1360. The conditions requisite for the production of an electric spark in its simplest form are well-known. An insulating dielectric must be interposed between two conducting surfaces in opposite states of electricity, and then if the actions be continually increased in strength, or otherwise favoured, either by exalting the electric state of the two conductors, or bringing them nearer to each other, or diminishing the density of the dielectric, a spark at last appears, and the two forces are for the time annihilated, for discharge has occurred.

1361. The conductors (which may be considered as the termini of the inductive action) are in ordinary cases most generally metals, whilst the dielectrics usually employed are common air and glass. In my view of induction, however, every dielectric becomes of importance, for as the results are considered essentially dependent on these bodies, it was to be expected that differences of action never before suspected would be evident upon close examination, and so at once give fresh confirmation of the theory, and open new doors of discovery into the extensive and varied fields of our science. This hope was especially entertained with respect to the gases, because of their high degree of insulation, their uniformity in physical condition, and great difference in chemical properties.

1362. All the effects prior to the discharge are inductive; and the degree of tension which it is necessary to attain before the spark passes is therefore, in the examination I am now making of the new view of induction, a very important point. It is the limit of the influence which the dielectric exerts in resisting discharge; it is a measure, consequently, of the conservative power of the dielectric, which in its turn may be considered as becoming a measure, and therefore a representative of the intensity of the electric forces in activity.

1363. Many philosophers have examined the circumstances of this limiting action in air, but, as far as I know, none have come near Mr. Harris as to the accuracy with, and the extent to, which he has carried on his investigations[264]. Some of his results I must very briefly notice, premising that they are all obtained with the use of air as the dielectric between the conducting surfaces.

1364. First as to the distance between the two balls used, or in other words, the thickness of the dielectric across which the induction was sustained. The quantity of electricity, measured by a unit jar, or otherwise on the same principle with the unit jar, in the charged or inductive ball, necessary to produce spark discharge, was found to vary exactly with the distance between the balls, or between the discharging points, and that under very varied and exact forms of experiment[265].

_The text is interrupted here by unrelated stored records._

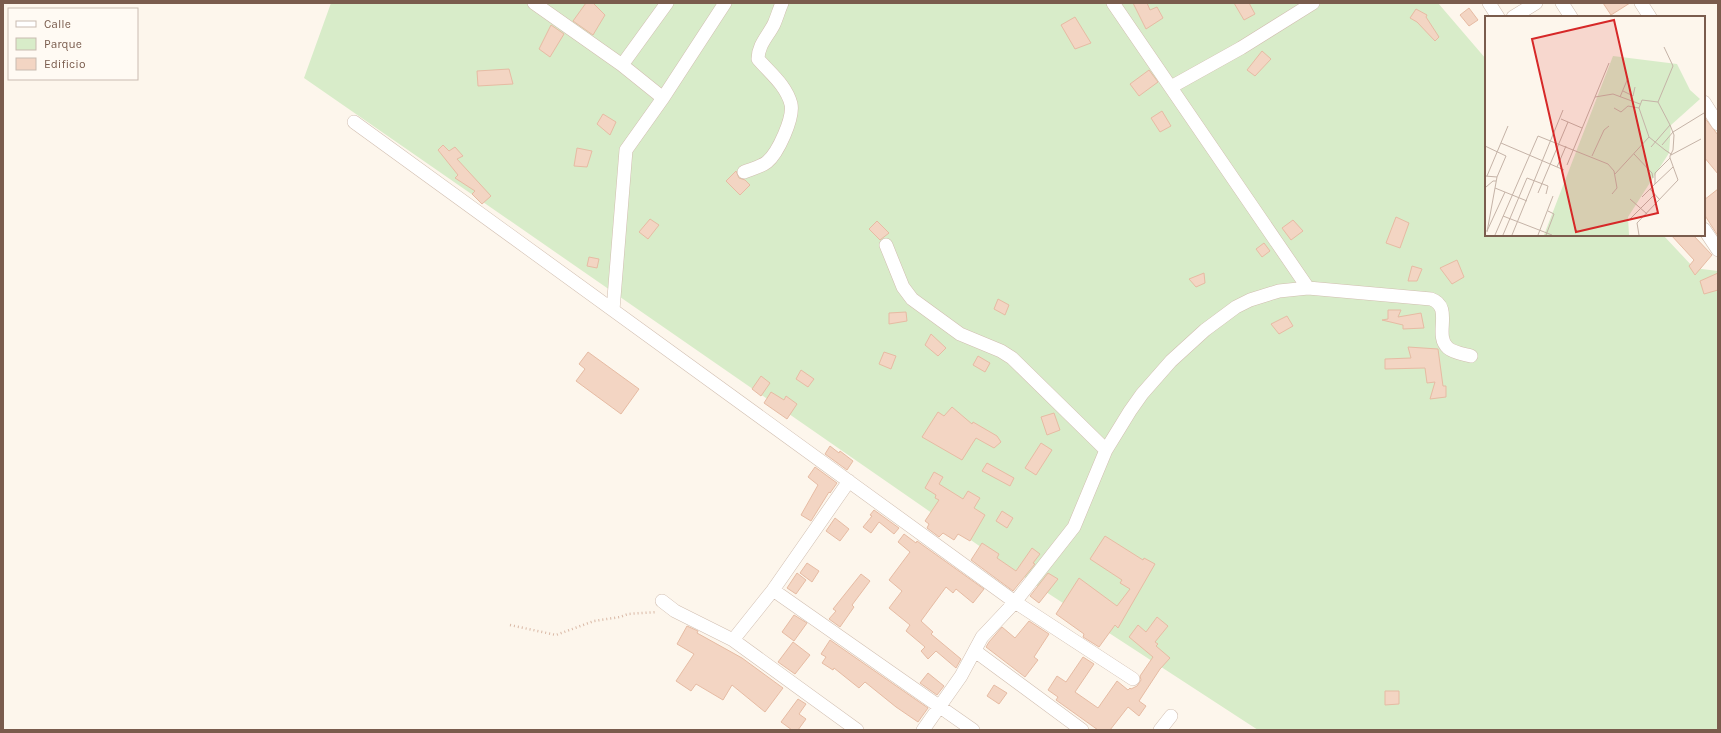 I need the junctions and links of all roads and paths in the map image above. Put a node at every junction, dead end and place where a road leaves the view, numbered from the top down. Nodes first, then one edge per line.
1 (534, 3) edge
2 (667, 3) edge
3 (725, 3) edge
4 (782, 3) edge
5 (1112, 3) edge
6 (1313, 3) edge
7 (1489, 3) edge
8 (1536, 3) edge
9 (1562, 3) edge
10 (1641, 3) edge
11 (1497, 16) edge
12 (1515, 16) edge
13 (1570, 16) edge
14 (1649, 16) edge
15 (622, 65) junction
16 (1171, 87) junction
17 (663, 98) junction
18 (1705, 104) edge
19 (354, 122) dead end
20 (1718, 124) edge
21 (744, 172) dead end
22 (1705, 230) edge
23 (886, 245) dead end
24 (1718, 250) edge
25 (1308, 288) junction
26 (613, 310) junction
27 (1471, 356) dead end
28 (1106, 450) junction
29 (849, 481) junction
30 (774, 590) junction
31 (662, 602) dead end
32 (1015, 602) junction
33 (675, 611) junction
34 (510, 625) dead end
35 (733, 640) junction
36 (974, 651) junction
37 (1133, 679) dead end
38 (940, 707) junction
39 (1171, 716) dead end
40 (857, 730) edge
41 (923, 730) edge
42 (973, 730) edge
43 (1082, 730) edge
44 (1160, 730) edge

1 - 15 street
2 - 15 street
3 - 17 street
4 - 21 street
5 - 16 street
6 - 16 street
7 - 11 street
8 - 12 street
9 - 13 street
10 - 14 street
15 - 17 street
16 - 25 street
17 - 26 street
18 - 20 street
19 - 26 street
22 - 24 street
23 - 28 street
25 - 27 street
25 - 28 street
26 - 29 street
28 - 32 street
29 - 30 street
29 - 32 street
30 - 35 street
30 - 38 street
31 - 33 street
32 - 36 street
32 - 37 street
33 - 34 path
33 - 35 street
35 - 40 street
36 - 38 street
36 - 43 street
38 - 41 street
38 - 42 street
39 - 44 street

1365. Then with respect to variation in the pressure or density of the air. The quantities of electricity required to produce discharge across a constant interval varied exactly with variations of the density; the quantity of electricity and density of the air being in the same simple ratio. Or, if the quantity was retained the same, whilst the interval and density of the air were varied, then these were found in the inverse simple ratio of each other, the same quantity passing across twice the distance with air rarefied to one-half[266].

1366. It must be remembered that these effects take place without any variation of the inductive force by condensation or rarefaction of the air. That force remains the same in air[267], and in all gases (1284. 1292.), whatever their rarefaction may be.

1367. Variation of the temperature of the air produced no variation of the quantity of electricity required to cause discharge across a given interval[268].

Such are the general results, which I have occasion for at present, obtained by Mr. Harris, and they appear to me to be unexceptionable.

1368. In the theory of induction founded upon a molecular action of the dielectric, we have to look to the state of that body principally for the cause and determination of the above effects. Whilst the induction continues, it is assumed that the particles of the dielectric are in a certain polarized state, the tension of this state rising higher in each particle as the induction is raised to a higher degree, either by approximation of the inducing surfaces, variation of form, increase of the original force, or other means; until at last, the tension of the particles having reached the utmost degree which they can sustain without subversion of the whole arrangement, discharge immediately after takes place.